Henry was from the old school, fighting his way up through sheer strength, skill and courage. He was dismissive of the show business gimmicks which had begun to creep into the sport.

Henry was honoured in 1970 when he was selected as the BBC Sports Personality of the Year for the second time. Five years later, he visited Hampshire to inaugurate a sports centre in Alton. His first visit to the area proved to be a memorable occasion for all involved.

Henry told the Daily Echo at the time: “I only wish I had something like this when I was a kid. It is marvellous, just marvellous.” 

For the next twenty years, Henry became a familiar figure in Hampshire and the Isle of Wight. He would come to help with fundraising events, open new buildings, take part in golf tournaments for charity and give his backing to many charitable endeavours, especially those focused on helping children.

Daily Echo: Henry Cooper

On a crisp autumn day, Henry made his way to Southampton to inaugurate the grand opening of a new betting shop.

There he sat down with former Daily Echo sports journalist, Peter East, to discuss the evolution of boxing from days gone by up until now and what may come in the future.

“Boxing is a bit lacking in this country and it’s

probably easier to make money in the sport now,” said Henry.

“We’ve got one or two individuals who are doing quite well, such as John

Conteh, John H Stracey, Dave “Boy” Green, and Alan Minter, but apart from Joe

Bugner I can’t think of a good heavyweight.” 

Daily Echo: Henry Cooper.

Back in the day when Henry was fighting against formidable adversaries such as Joe Erskine, Brian London, Peter Bates and Joe Bygraves, he commented that there was a wealth of talented heavyweights. He said: “There were about a dozen good, tough heavyweights about in those days.

“It seems a shame to me that we haven’t any good heavyweights, because if the top man Is a good ‘un, it lifts the sport throughout the country.”

Renowned for his jovial character and easy-going nature, it’s no surprise that to many, the great British public in particular, Henry had become a beloved ‘national treasure’. Many will never forget his “splash it all over” television advert campaign for Brut aftershave.

During a performance in Southampton, Les Dawson, the late comedian, experienced an unexpected turn of events. Thanks to Henry Cooper, one of the gags backfired, but in a fun way.
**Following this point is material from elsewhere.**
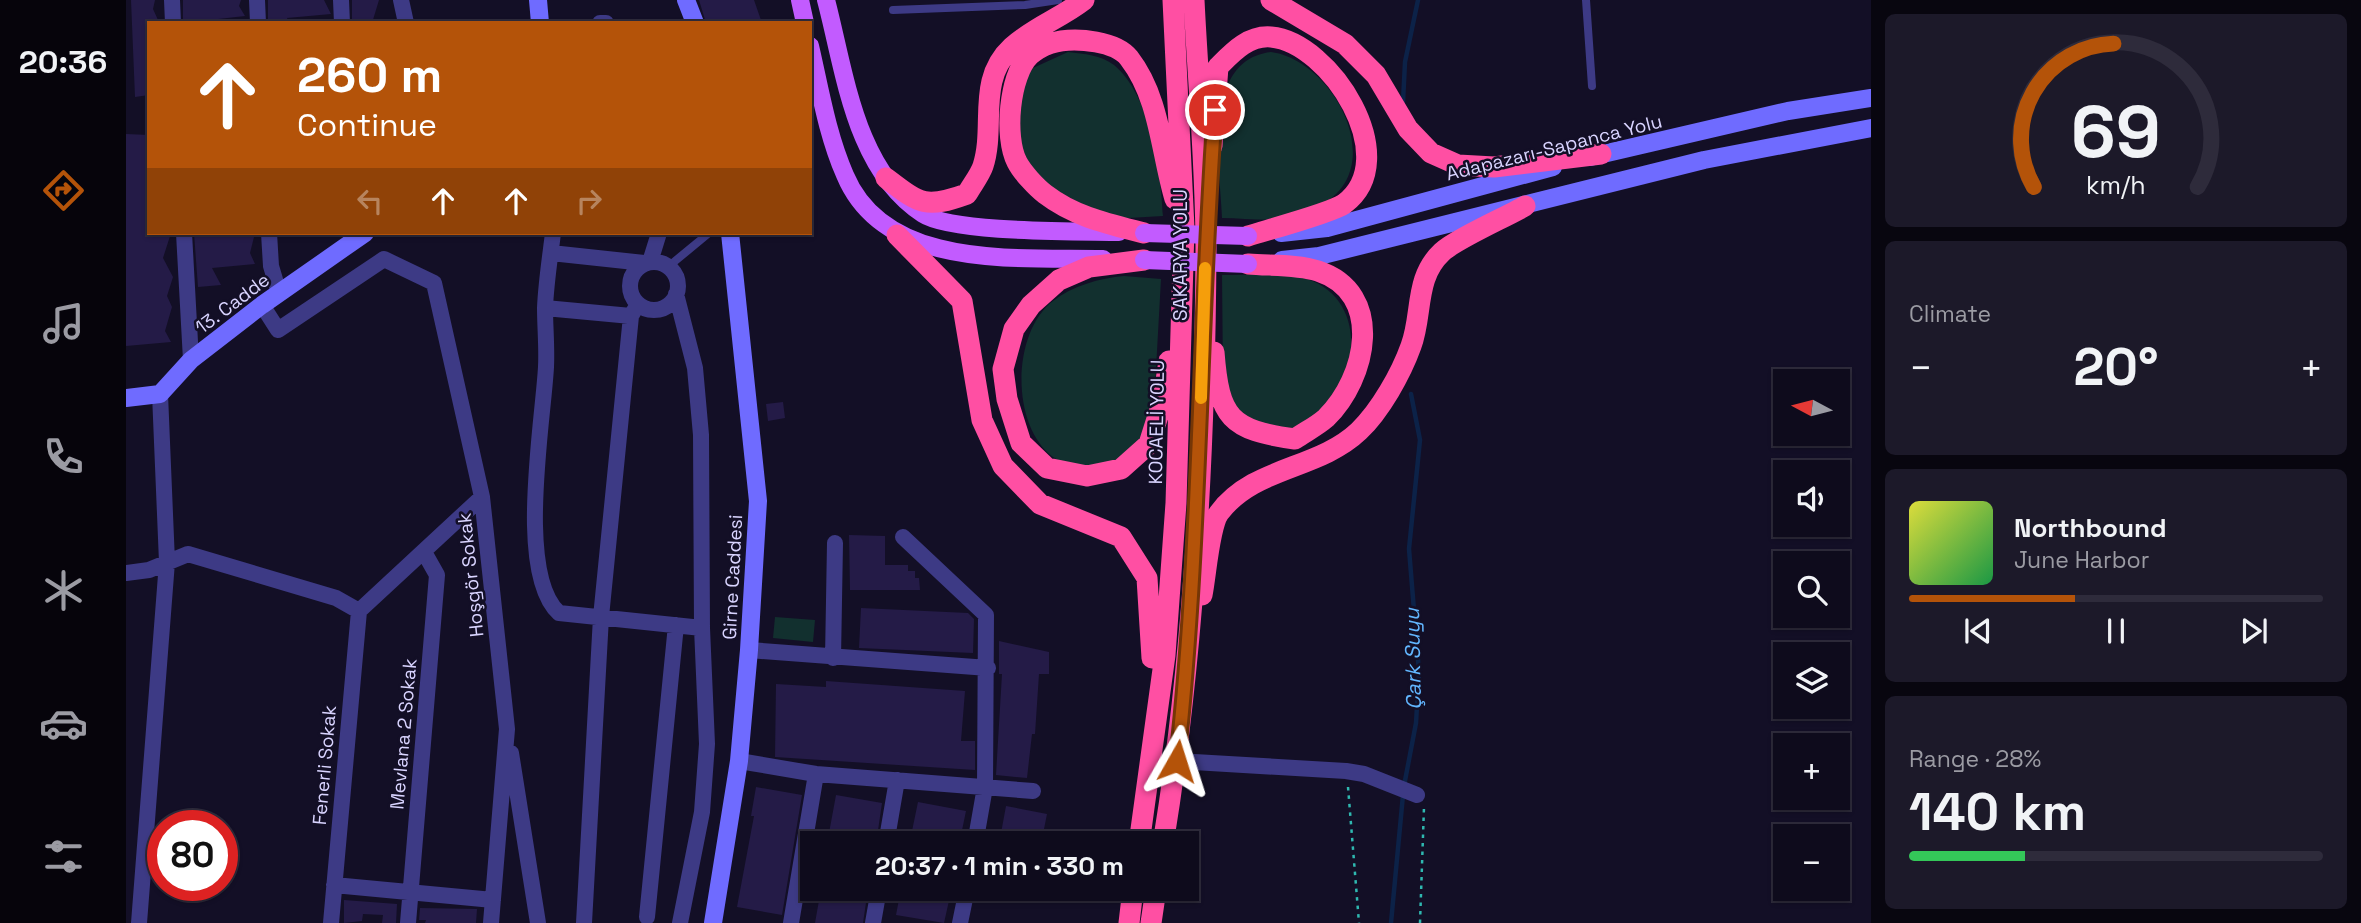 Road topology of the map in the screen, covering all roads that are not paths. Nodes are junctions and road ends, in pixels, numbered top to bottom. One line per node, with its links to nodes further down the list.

Back in February 1988, on the last night of Babes in the Wood at Mayflower Theatre, the unexpected guest provided attendees with an occasion to remember.

Daily Echo: Henry Cooper

For years Les had joked with audiences that Henry Cooper was sitting in the stalls, only for a spotlight to fall on an unsuspecting female victim.

But for once the joke was on him, as a well-known voice boomed out: “Ere, you takin’ my name in vain?”, with which the real Henry Cooper stood up.

Les stood open-mouthed in amazement as Henry stepped onto the stage to tumultuous applause from the capacity audience.

Throughout the 1980s and into the early 1990s, Henry was a prominent figure on the Southern Coast, and he received a warm reception in locations such as Hythe, Titchfield, Winchester and Romsey.